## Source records
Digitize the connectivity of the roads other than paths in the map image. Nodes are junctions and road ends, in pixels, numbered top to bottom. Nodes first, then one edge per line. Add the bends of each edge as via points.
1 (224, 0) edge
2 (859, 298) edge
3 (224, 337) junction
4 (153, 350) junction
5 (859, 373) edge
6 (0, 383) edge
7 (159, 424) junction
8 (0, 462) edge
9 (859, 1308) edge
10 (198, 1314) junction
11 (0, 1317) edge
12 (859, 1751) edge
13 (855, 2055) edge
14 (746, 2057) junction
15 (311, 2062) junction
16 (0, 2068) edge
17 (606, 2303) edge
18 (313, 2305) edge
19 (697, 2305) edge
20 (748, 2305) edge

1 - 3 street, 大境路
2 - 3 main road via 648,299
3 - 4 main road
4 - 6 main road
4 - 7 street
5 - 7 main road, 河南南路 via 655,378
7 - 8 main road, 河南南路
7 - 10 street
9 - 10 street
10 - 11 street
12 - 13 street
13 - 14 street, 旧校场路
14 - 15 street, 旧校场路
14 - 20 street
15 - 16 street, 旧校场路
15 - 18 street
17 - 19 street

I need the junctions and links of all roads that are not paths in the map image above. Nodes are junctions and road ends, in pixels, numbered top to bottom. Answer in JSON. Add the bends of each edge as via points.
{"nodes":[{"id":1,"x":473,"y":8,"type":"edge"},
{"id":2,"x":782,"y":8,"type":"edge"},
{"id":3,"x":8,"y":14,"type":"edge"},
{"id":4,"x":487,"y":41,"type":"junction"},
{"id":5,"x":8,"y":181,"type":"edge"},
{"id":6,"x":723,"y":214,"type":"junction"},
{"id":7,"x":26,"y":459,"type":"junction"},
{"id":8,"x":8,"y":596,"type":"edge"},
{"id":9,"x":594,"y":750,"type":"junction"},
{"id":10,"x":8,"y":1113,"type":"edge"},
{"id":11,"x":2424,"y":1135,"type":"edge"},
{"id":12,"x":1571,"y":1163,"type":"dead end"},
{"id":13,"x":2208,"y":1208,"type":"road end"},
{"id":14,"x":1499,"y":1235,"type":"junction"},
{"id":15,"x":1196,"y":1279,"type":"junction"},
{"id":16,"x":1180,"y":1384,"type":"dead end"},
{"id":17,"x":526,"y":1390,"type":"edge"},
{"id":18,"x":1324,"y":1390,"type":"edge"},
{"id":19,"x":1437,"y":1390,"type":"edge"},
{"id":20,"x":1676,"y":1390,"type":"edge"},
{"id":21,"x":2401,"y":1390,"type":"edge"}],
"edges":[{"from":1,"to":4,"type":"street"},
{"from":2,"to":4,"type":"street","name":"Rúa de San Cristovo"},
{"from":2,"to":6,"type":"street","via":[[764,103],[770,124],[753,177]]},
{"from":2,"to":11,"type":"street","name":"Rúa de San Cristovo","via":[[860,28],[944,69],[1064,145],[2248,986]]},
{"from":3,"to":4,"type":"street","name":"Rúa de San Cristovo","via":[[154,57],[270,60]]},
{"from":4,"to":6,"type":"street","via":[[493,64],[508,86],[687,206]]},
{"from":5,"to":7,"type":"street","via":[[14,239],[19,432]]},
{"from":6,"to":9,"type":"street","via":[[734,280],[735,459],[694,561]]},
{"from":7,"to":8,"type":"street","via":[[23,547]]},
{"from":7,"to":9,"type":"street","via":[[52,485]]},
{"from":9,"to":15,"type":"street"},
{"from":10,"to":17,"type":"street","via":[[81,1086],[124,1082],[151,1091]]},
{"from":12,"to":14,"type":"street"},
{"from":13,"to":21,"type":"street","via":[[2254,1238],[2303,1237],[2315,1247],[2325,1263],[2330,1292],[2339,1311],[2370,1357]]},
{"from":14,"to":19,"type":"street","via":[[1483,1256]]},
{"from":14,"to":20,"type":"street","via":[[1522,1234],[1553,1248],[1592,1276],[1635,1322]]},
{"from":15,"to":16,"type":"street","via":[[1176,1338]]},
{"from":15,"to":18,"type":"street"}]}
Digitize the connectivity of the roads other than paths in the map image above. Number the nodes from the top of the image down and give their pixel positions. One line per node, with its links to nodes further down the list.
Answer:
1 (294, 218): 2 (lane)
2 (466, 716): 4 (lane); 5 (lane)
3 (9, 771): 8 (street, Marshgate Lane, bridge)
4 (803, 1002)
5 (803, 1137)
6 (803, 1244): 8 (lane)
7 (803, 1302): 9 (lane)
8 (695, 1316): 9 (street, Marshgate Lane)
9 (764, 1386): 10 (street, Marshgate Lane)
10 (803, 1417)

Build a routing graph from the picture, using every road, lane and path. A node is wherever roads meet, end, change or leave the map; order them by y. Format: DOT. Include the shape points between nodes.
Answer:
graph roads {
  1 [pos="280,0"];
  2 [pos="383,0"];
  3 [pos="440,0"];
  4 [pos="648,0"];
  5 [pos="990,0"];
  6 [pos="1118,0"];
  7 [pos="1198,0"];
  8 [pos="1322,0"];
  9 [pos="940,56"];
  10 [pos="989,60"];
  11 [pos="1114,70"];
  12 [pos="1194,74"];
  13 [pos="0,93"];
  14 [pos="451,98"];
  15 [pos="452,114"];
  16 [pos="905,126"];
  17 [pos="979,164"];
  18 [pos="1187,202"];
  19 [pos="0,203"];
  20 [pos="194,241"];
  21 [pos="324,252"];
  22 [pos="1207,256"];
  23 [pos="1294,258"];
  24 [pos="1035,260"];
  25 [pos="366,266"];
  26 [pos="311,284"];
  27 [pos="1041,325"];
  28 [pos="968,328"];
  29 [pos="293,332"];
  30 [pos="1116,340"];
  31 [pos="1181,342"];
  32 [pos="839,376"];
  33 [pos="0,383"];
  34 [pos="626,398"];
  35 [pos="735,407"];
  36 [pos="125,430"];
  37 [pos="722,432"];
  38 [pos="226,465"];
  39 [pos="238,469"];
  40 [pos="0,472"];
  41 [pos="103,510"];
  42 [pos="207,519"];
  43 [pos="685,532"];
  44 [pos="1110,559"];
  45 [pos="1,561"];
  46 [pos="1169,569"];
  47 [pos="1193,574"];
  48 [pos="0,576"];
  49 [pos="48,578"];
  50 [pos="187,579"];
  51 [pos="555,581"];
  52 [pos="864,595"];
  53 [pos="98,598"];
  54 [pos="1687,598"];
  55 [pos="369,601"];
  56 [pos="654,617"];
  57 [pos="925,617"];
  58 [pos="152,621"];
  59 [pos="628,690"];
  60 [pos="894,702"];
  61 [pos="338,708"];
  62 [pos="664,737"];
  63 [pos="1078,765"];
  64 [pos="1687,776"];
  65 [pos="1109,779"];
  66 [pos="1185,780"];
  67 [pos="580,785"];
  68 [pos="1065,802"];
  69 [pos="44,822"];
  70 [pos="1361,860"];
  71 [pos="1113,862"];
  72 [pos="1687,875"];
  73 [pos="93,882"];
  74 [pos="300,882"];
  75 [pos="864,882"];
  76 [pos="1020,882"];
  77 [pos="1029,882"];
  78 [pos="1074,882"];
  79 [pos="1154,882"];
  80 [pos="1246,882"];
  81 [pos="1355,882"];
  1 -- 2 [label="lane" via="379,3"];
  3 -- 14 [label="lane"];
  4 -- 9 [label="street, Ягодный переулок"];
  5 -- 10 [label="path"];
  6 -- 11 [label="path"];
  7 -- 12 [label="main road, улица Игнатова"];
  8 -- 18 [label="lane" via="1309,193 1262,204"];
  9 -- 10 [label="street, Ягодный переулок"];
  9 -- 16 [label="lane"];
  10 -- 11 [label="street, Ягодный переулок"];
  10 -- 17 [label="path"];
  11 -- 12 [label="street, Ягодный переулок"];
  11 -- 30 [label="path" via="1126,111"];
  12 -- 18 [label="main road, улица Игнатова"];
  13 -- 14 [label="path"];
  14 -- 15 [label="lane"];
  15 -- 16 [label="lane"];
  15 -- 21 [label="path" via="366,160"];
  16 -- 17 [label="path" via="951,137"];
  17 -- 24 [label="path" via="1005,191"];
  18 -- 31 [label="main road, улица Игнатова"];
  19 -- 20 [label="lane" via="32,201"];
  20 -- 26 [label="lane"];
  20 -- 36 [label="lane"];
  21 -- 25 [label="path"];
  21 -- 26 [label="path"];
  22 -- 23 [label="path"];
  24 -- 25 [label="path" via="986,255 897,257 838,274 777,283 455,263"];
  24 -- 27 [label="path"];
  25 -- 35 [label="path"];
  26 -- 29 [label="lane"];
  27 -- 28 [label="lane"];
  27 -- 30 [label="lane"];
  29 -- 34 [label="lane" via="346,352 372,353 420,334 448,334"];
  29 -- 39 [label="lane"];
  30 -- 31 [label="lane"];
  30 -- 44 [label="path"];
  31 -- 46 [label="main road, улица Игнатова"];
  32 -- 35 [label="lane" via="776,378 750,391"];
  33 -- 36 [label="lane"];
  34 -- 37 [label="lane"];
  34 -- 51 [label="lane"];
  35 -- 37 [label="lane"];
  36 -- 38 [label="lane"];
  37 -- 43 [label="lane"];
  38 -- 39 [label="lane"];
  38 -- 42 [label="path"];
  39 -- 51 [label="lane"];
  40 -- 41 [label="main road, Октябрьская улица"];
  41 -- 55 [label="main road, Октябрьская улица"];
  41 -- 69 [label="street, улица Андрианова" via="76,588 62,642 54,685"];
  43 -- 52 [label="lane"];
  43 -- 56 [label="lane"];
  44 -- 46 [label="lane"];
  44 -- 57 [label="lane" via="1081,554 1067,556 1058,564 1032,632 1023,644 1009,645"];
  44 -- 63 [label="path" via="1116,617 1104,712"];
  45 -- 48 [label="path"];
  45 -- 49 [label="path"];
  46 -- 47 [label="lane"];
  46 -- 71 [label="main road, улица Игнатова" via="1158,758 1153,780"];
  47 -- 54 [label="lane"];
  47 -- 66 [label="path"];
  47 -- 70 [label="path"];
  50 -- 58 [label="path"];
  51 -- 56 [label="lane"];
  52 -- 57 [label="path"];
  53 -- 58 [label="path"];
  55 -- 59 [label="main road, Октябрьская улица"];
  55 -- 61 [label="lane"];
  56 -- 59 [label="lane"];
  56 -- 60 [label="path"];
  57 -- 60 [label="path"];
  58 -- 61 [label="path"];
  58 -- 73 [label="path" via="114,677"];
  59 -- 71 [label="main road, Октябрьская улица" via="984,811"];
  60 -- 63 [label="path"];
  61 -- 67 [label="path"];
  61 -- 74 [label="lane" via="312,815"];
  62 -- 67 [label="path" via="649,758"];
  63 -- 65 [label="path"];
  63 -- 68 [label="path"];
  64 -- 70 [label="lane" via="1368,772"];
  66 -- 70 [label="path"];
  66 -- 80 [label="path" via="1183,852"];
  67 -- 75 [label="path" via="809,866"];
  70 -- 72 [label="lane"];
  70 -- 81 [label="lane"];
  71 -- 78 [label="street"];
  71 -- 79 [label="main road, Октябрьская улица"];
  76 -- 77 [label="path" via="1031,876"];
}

## AIM OF THE TASK
Among the preceding records, how many lines include the word "paths"? Reply with the number only.

## WRITTEN SOLUTION
3